CoffeeBeer >> Double Shot Buzz >> Previous Coffee Columns >> Cutting Edge
Once again I apologise for this column being so late. Life just gets in the way these days, especially when one has to spend all one's time working for a living and applying for better jobs. I will try to be more regular...
Way back in the 20th Century -- when people still spoke Old English, using words like "Betamax", "8-track", and "IBM", and when computers filled entire rooms and all telephones had cords -- I went to university. At my California campus, frequented by brontosauri, pterodactyls, and sleep-deprived students, there were only two choices for coffee: a standard cup of drip coffee from the cafeteria or the student union, or else a thick paper cup of coffeelike sludge regurgitated from the vending machine in the Music Quad. Espresso was unheard of on most campuses.
At Sheffield Hallam University's Collegiate Crescent campus where I work, the only coffee available anywhere on the otherwise pleasantly green and leafy campus is either a very large cup of milk tinted with coffee powder from a self-serve machine, or a painful cup of what I call chocolatecoffeeteasoup from a vending machine. And I say painful because it's dispensed boiling hot into a thin plastic cup which instantly raises blisters on your hands if you are so brave as to actually pick up the cup once the questionable liquid is dispensed. This same chocolatecoffeeteasoup is dispensed whenever I press the "Cappuccino No Sugar" option, and it never varies. As a result, whenever my workmates and I feel like treating ourselves to a real espresso drink, one of us must steal away from the campus and head down nearby Ecclesall Road to find a coffee cafe.
This past summer, however, I was lucky enough to work at the City Centre campus which is bigger and offers many more amenities including 8 catering options. Three of these are located in the Atrium next to the Adsetts Learning Centre where I was working. The main cafe at the bottom, Heartspace, offers the same self-service pushbutton pseudo-cappuccino or latte available at the other campus, as does Essentials, the large cafe adjacent on Level 6. But if you happen to be a coffee-loving student, member of staff, or University visitor, then head straight for the cafe on Level 5, the Cutting Edge, as it's the only catering establishment with a real espresso machine.
Because the Cutting Edge's coffee menu doesn't have an espresso macchiato choice, I usually ask for a double espresso with a bit of milk foam, and whoever is behind the counter is always happy to oblige, turning out what looks remarkably like an espresso macchiato. The coffee is reasonable and it's Fair Trade as well, and the prices are extremely affordable. The cafe also sells sandwiches, snacks, and cakes.

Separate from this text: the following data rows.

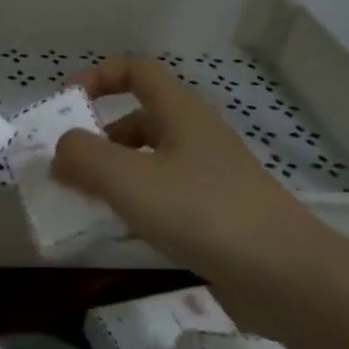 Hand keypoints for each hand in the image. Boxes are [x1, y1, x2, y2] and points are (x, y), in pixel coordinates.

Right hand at [51, 57, 316, 276]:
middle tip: (67, 168)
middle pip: (138, 121)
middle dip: (98, 139)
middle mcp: (195, 137)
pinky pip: (163, 199)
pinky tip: (119, 235)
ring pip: (148, 164)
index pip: (137, 71)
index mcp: (180, 112)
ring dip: (113, 178)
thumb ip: (83, 157)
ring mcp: (208, 178)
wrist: (286, 277)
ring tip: (83, 204)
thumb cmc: (202, 212)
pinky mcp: (215, 216)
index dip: (99, 77)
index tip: (68, 103)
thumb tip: (62, 151)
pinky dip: (135, 208)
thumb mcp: (128, 179) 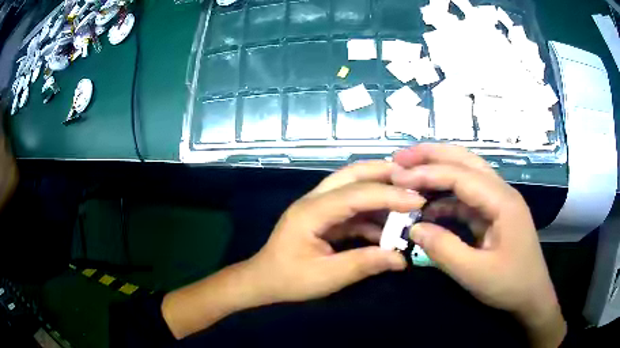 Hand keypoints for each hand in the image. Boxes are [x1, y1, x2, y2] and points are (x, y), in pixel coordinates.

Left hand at [163, 161, 424, 338]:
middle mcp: (315, 200)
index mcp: (311, 212)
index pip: (356, 194)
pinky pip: (352, 208)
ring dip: (380, 191)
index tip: (418, 201)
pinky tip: (388, 228)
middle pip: (352, 174)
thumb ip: (364, 264)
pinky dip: (372, 213)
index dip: (389, 195)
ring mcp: (319, 207)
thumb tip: (401, 259)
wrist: (263, 281)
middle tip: (413, 180)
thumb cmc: (289, 279)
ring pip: (353, 186)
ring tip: (407, 201)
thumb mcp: (327, 277)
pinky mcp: (324, 217)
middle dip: (383, 173)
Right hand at [391, 144, 565, 347]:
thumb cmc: (509, 284)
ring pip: (466, 174)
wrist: (531, 296)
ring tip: (409, 172)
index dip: (428, 173)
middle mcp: (501, 192)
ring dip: (438, 170)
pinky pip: (466, 197)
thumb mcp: (475, 273)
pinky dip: (445, 197)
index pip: (461, 176)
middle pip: (465, 161)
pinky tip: (428, 206)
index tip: (398, 176)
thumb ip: (444, 249)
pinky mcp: (493, 214)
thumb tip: (414, 227)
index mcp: (502, 201)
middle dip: (432, 155)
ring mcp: (498, 202)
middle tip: (400, 157) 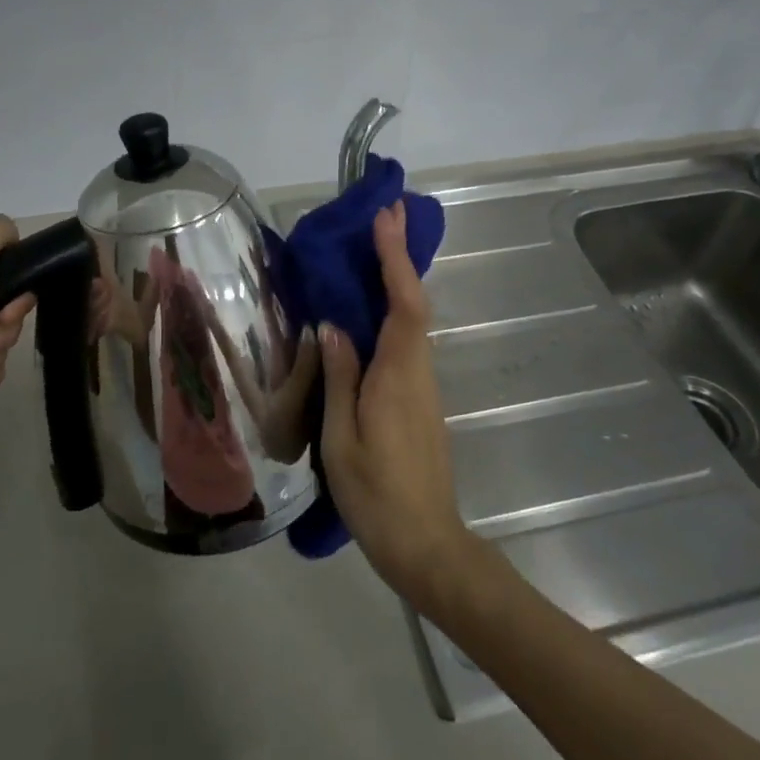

Although there is plenty of seating on several levels throughout the Atrium, the view is best from the Cutting Edge as it serves as a balcony looking down through the layers of the open centre of the building. The Cutting Edge counter features an awning that resembles white bat wings, and there are lots of little tables and also some sofas on a carpeted area to one side. Above the cafe is the Atrium's glass ceiling with big white umbrella spokes, and to one side is a door suspended a level above the ground. As we sit and sip our cappuccinos this enigma of a door gives us something to contemplate. Is it an art project? Does it lead to a cafe counter accessible only to giraffes? Is it an exit-only door for expelling naughty students from the university? If we wait long enough will we see Peter Petrelli emerge from it, flying across the Atrium and crashing through the glass ceiling?
Speaking of defying gravity reminds me of a recent e-mail conversation with my Bay Area friend about the Large Hadron Collider:You may know something about this - it may be in the news more over there than here. Some time ago I recall hearing about the Large Hadron Collider, the most advanced particle smasher which has now been completed at CERN, the European Center for Nuclear Research near Geneva. In a radio news report I heard that it will be switched on this week. According to some reports there is a small chance that the collisions will create a black hole that could swallow the earth. Scientists cannot rule out the possibility. I suppose if it happens, we'll never know. According to this article in today's Independent the collisions don't begin until next month, so we have a little more time to get our things in order.